[[ INFORMATION GIVEN open ]]

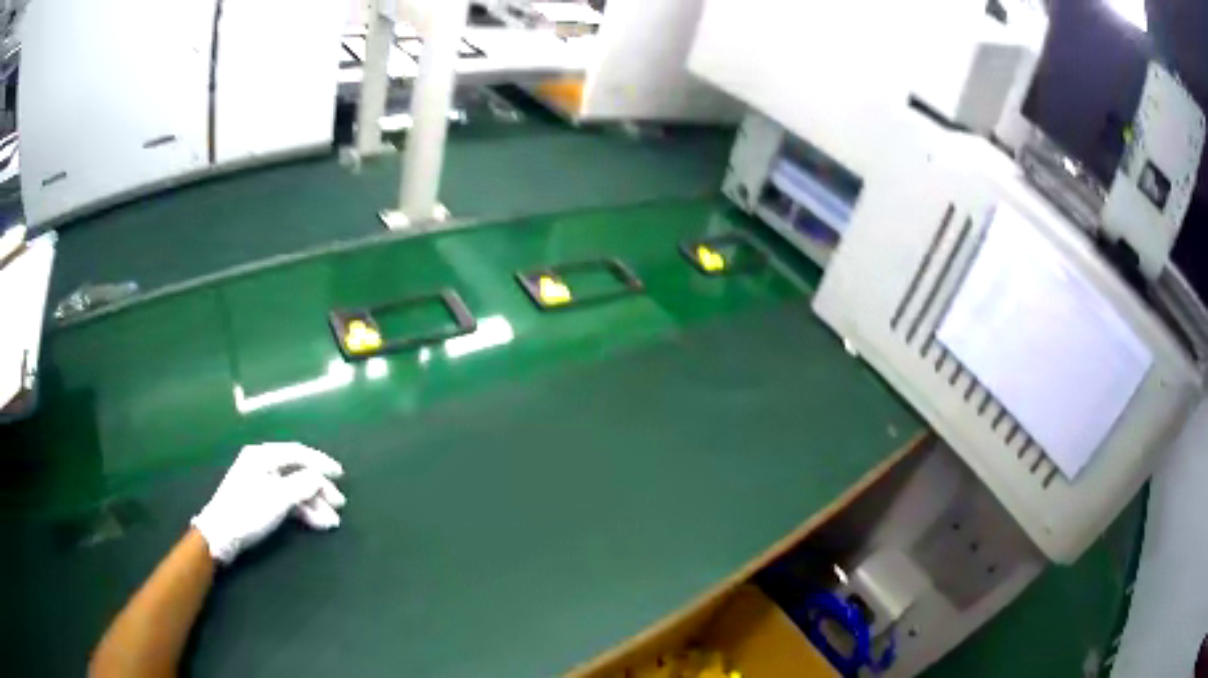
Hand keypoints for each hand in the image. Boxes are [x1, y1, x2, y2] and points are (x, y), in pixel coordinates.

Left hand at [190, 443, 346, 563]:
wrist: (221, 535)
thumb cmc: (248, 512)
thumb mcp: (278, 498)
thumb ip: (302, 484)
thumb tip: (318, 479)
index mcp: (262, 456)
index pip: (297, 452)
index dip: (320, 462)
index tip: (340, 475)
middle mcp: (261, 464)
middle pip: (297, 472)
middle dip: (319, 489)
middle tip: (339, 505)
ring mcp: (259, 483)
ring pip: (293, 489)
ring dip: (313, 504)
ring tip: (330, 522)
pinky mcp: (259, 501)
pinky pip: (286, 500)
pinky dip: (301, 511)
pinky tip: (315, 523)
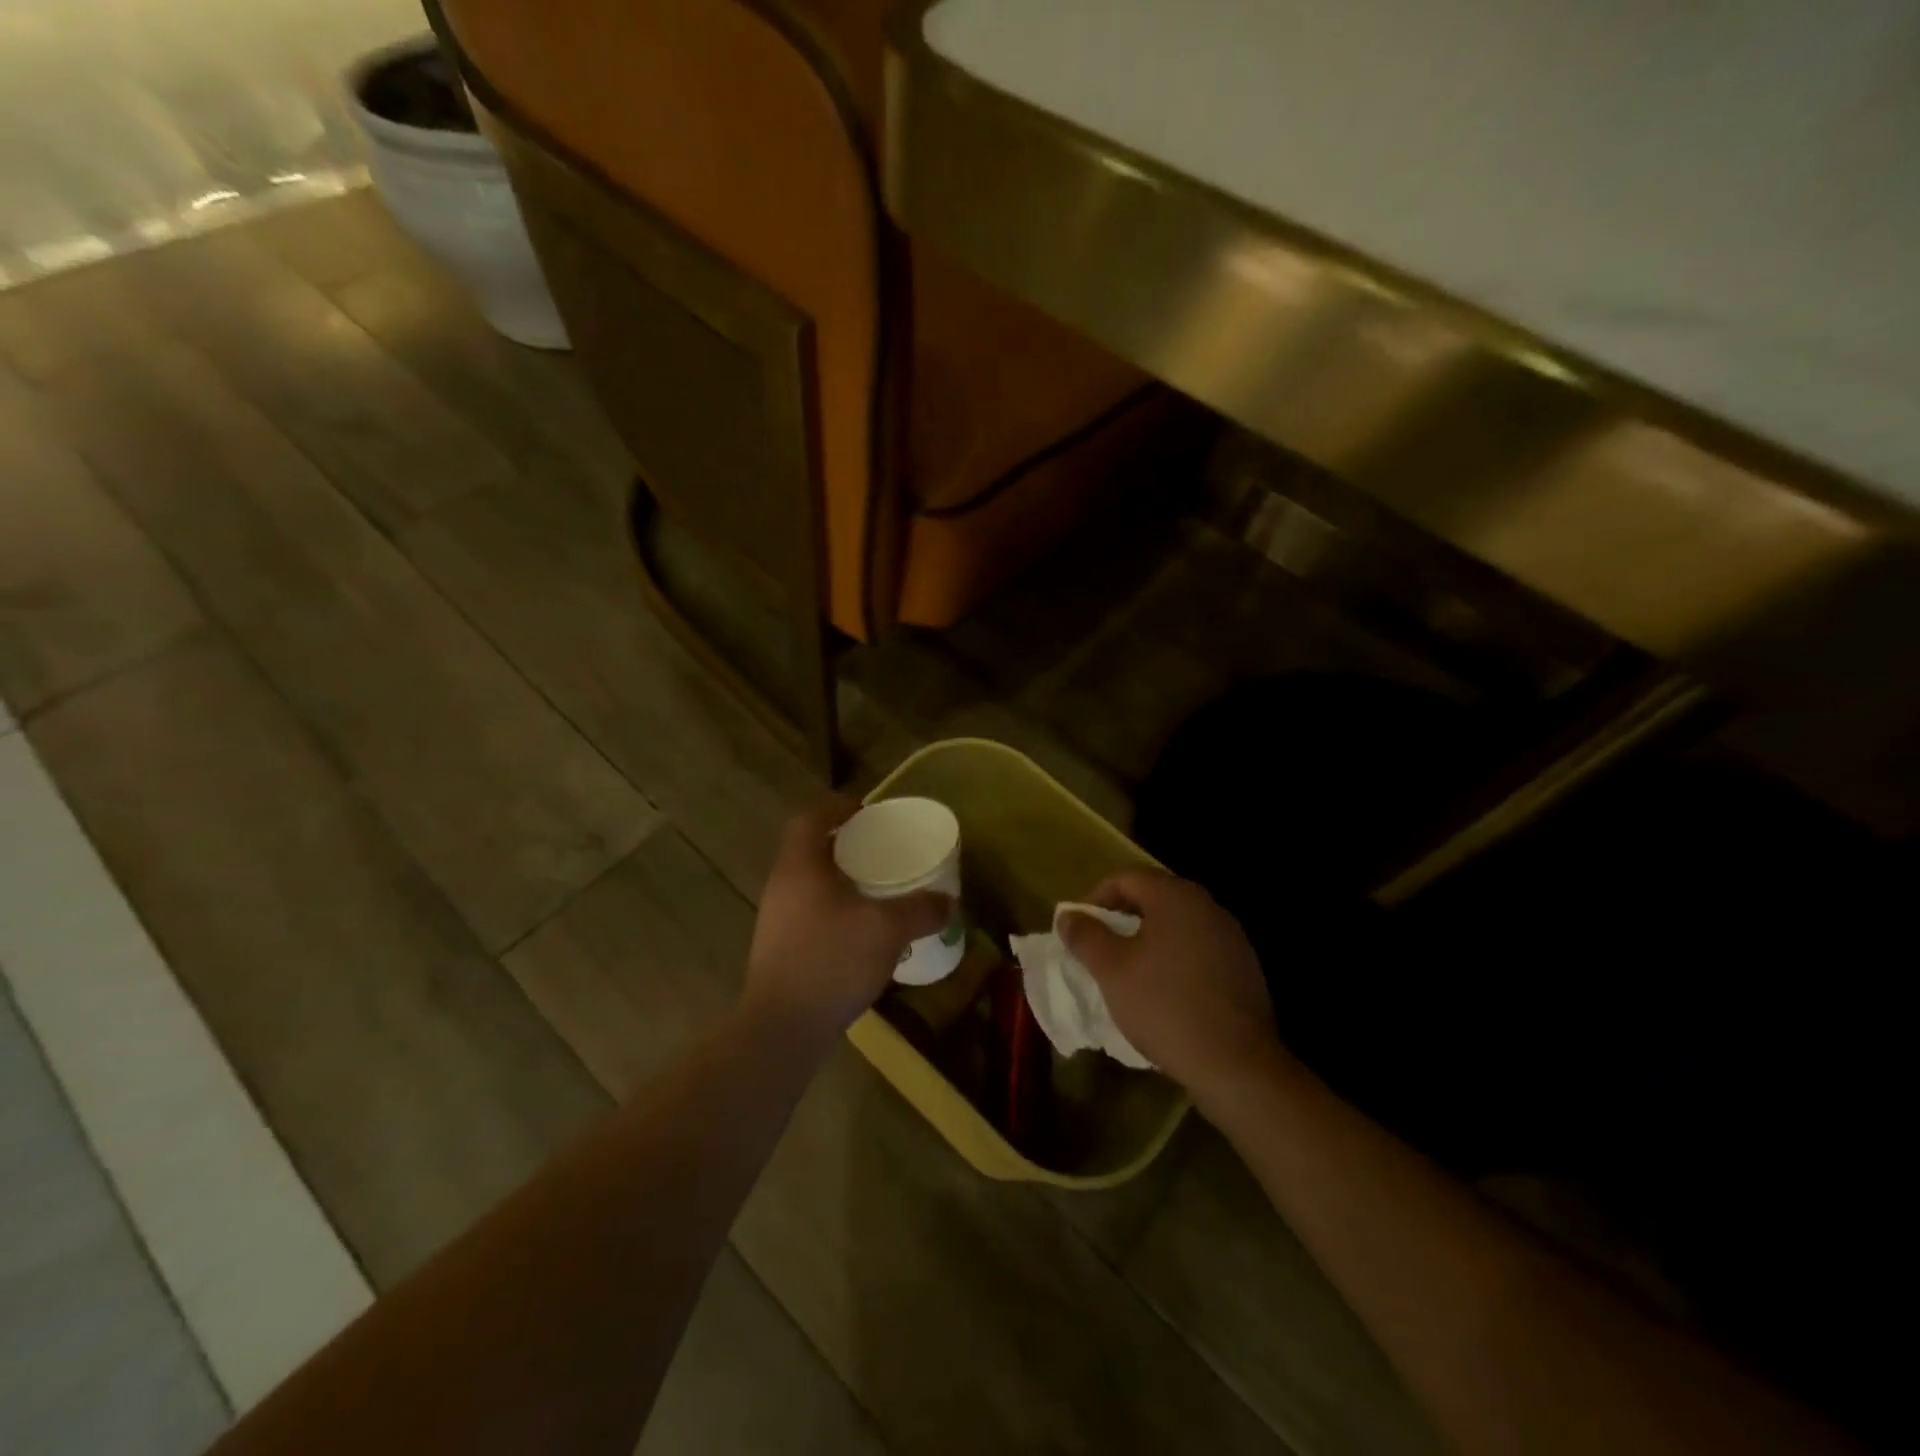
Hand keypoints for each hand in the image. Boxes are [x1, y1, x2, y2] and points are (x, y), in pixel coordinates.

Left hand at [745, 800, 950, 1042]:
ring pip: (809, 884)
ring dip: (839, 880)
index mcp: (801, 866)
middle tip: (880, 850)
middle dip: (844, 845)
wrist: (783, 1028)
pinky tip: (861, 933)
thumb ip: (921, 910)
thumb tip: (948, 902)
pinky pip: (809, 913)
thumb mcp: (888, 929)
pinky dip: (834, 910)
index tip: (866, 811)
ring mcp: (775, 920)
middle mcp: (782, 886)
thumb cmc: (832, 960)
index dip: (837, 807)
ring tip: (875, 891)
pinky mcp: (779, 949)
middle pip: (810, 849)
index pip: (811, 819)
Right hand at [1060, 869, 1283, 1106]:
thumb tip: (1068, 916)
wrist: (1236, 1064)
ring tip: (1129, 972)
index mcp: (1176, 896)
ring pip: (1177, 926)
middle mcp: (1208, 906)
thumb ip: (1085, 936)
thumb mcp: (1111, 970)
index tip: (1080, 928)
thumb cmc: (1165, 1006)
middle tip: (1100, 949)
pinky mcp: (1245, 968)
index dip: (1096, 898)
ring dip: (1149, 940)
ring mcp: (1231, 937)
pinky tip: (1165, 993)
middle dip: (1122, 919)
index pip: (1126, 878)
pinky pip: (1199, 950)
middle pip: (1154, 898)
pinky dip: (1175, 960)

[[ INFORMATION GIVEN closed ]]

Starting at the line that holds "index mcp: (1176, 896)", set down each line exactly through the last line of the records above, and no others.

index mcp: (1176, 896)
ring pip: (1177, 926)
middle mcp: (1208, 906)
thumb ip: (1085, 936)
thumb mcp: (1111, 970)
index tip: (1080, 928)
thumb cmc: (1165, 1006)
middle tip: (1100, 949)
pinky mcp: (1245, 968)
index dip: (1096, 898)
ring dip: (1149, 940)
ring mcp: (1231, 937)
pinky tip: (1165, 993)
middle dip: (1122, 919)
index pip: (1126, 878)
pinky pip: (1199, 950)
middle pip: (1154, 898)
pinky dip: (1175, 960)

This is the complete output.